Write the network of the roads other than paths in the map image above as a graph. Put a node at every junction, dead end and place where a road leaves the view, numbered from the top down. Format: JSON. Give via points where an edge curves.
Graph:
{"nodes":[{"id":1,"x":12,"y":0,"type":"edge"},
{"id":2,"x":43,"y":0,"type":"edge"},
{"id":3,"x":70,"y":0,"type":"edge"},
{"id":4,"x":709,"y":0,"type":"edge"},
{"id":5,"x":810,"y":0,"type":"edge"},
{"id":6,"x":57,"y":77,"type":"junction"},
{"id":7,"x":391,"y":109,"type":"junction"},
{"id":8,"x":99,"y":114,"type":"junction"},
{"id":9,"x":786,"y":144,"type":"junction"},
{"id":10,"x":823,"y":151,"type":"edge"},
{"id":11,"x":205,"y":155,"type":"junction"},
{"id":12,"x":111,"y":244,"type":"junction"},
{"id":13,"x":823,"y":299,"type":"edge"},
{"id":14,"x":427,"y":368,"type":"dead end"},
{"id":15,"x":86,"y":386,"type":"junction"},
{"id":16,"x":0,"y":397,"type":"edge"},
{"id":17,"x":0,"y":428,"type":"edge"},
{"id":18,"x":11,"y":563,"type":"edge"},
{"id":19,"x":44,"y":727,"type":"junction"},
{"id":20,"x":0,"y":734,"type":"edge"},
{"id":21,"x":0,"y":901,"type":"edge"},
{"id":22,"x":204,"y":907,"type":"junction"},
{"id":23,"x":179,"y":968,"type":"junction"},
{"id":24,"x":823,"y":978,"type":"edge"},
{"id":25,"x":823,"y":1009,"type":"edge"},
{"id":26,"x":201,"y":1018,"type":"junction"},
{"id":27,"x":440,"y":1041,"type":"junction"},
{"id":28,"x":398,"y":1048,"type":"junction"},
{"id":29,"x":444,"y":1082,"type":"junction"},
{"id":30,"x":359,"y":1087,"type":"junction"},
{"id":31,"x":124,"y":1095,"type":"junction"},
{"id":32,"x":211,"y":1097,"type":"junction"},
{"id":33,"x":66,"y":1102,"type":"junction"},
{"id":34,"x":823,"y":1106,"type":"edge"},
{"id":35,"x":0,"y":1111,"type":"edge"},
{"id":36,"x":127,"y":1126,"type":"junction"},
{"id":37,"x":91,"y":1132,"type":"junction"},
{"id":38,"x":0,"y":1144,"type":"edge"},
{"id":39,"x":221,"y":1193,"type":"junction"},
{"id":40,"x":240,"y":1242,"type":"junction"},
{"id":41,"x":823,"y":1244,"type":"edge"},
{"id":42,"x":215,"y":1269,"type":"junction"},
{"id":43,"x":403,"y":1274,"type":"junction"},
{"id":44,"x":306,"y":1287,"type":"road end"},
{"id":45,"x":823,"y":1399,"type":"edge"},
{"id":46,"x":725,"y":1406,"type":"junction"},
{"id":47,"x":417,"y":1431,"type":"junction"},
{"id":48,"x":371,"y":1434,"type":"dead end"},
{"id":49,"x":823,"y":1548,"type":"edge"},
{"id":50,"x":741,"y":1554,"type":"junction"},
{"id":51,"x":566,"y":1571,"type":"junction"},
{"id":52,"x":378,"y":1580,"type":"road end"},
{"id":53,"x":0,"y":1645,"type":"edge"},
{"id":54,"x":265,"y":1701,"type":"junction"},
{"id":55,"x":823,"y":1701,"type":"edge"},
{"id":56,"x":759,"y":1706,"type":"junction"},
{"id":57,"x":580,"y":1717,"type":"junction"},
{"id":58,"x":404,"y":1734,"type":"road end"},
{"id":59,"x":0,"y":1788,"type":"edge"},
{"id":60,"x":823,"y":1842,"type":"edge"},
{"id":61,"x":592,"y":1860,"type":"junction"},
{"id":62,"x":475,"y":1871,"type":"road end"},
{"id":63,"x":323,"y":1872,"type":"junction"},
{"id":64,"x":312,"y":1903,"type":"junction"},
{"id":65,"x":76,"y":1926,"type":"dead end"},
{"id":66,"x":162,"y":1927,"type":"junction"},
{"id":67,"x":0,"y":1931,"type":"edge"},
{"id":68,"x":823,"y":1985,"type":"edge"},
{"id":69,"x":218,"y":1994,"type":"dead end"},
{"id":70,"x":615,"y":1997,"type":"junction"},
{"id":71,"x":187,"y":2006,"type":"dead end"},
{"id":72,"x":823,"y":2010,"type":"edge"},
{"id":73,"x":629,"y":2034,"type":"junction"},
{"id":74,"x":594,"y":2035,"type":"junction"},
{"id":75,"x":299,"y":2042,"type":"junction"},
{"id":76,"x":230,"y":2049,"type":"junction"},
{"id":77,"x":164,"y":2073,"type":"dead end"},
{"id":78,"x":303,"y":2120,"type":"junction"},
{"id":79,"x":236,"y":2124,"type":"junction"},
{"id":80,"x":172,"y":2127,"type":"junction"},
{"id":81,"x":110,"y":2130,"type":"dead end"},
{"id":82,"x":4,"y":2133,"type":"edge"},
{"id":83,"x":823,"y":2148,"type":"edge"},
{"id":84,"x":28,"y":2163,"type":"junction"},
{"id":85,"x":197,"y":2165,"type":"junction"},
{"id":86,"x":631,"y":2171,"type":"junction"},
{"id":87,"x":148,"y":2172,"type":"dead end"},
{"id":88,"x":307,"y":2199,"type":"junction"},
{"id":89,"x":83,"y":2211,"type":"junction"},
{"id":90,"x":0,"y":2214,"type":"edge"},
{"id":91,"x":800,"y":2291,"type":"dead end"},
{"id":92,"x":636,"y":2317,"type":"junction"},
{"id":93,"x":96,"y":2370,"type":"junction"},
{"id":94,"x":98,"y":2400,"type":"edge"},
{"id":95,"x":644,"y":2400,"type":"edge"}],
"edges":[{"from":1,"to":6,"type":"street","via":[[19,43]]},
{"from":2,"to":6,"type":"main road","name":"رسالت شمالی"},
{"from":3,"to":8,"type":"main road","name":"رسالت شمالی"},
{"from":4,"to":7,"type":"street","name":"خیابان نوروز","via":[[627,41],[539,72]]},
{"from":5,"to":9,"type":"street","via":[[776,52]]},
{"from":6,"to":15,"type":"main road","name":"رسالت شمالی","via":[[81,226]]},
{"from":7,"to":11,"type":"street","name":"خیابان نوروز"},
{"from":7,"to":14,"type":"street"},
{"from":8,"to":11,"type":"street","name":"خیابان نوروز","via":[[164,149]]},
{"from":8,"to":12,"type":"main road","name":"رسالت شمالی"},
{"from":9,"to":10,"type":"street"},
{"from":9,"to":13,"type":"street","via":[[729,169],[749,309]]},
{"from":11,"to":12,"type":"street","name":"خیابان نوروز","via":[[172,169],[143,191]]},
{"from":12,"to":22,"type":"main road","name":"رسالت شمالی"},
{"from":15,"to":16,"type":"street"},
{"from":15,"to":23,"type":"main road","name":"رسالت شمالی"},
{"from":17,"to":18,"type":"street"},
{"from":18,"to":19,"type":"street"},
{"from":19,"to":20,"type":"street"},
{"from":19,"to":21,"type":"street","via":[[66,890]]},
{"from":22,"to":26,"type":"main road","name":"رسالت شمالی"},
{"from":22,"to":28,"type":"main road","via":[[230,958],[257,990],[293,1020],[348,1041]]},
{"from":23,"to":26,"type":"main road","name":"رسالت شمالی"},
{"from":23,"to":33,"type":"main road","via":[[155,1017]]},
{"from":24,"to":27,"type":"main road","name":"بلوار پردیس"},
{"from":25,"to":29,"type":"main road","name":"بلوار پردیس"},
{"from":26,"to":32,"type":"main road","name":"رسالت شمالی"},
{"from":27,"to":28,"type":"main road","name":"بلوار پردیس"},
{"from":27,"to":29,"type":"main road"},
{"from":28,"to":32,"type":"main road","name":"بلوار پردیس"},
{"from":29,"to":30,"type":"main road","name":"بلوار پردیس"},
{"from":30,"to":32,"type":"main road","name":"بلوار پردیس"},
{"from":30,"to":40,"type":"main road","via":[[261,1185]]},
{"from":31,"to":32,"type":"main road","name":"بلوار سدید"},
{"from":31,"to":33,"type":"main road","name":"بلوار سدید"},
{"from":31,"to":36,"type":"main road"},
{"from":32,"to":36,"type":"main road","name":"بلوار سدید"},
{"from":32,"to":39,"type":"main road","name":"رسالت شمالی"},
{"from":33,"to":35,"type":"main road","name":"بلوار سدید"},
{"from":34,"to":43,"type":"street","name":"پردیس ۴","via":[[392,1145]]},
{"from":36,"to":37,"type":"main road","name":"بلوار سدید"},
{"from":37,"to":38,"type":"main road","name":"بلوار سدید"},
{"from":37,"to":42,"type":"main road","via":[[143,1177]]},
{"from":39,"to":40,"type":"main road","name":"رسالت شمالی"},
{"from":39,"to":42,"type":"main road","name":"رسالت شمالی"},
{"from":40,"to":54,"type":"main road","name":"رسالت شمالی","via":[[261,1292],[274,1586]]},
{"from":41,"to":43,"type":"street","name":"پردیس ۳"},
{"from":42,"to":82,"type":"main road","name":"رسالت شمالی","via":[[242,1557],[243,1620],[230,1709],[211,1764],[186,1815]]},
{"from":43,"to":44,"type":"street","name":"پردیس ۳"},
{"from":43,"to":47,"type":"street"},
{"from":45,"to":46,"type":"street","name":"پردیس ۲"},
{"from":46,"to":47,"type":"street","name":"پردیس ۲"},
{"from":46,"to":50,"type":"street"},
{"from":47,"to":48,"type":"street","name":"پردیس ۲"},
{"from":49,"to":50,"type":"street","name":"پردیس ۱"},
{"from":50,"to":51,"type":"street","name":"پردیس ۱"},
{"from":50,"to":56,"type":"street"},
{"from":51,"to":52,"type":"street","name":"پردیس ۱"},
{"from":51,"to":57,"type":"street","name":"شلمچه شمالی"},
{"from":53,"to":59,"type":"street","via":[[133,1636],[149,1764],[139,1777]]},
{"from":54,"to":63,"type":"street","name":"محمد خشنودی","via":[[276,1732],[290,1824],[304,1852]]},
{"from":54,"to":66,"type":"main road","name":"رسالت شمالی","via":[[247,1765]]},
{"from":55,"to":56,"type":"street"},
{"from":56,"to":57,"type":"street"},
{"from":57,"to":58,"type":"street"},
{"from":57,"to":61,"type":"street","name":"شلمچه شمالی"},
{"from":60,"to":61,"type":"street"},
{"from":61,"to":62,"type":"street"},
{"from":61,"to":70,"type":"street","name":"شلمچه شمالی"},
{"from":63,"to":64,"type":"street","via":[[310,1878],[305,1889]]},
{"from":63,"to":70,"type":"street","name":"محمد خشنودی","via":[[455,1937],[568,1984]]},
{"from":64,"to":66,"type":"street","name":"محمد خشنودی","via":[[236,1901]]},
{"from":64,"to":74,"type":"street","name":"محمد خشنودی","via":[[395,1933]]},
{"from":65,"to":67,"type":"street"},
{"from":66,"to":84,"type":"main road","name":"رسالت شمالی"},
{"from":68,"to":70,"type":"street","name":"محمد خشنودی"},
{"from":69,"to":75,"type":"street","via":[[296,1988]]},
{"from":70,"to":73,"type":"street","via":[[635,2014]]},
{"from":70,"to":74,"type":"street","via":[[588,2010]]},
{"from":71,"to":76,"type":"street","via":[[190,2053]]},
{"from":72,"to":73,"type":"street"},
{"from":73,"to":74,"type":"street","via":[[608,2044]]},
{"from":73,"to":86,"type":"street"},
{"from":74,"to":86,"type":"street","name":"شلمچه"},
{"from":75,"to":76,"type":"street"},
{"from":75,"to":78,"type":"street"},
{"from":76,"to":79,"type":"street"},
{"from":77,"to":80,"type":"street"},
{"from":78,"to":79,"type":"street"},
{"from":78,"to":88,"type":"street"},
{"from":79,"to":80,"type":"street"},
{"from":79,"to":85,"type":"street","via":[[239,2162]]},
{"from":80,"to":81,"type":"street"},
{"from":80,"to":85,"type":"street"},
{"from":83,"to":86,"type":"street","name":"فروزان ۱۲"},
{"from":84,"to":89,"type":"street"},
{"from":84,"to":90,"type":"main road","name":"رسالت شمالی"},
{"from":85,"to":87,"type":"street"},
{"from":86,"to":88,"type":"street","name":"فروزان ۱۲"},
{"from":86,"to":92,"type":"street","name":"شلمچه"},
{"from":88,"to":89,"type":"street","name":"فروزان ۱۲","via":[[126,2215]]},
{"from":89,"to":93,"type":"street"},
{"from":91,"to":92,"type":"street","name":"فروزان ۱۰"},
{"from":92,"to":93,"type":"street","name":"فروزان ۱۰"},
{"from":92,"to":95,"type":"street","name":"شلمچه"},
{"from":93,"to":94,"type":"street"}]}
━━━
- **WORK ORDER**
From the entries above, tally every line holding the string "خیابان". Give only the count.

- **TASK SOLUTION**
4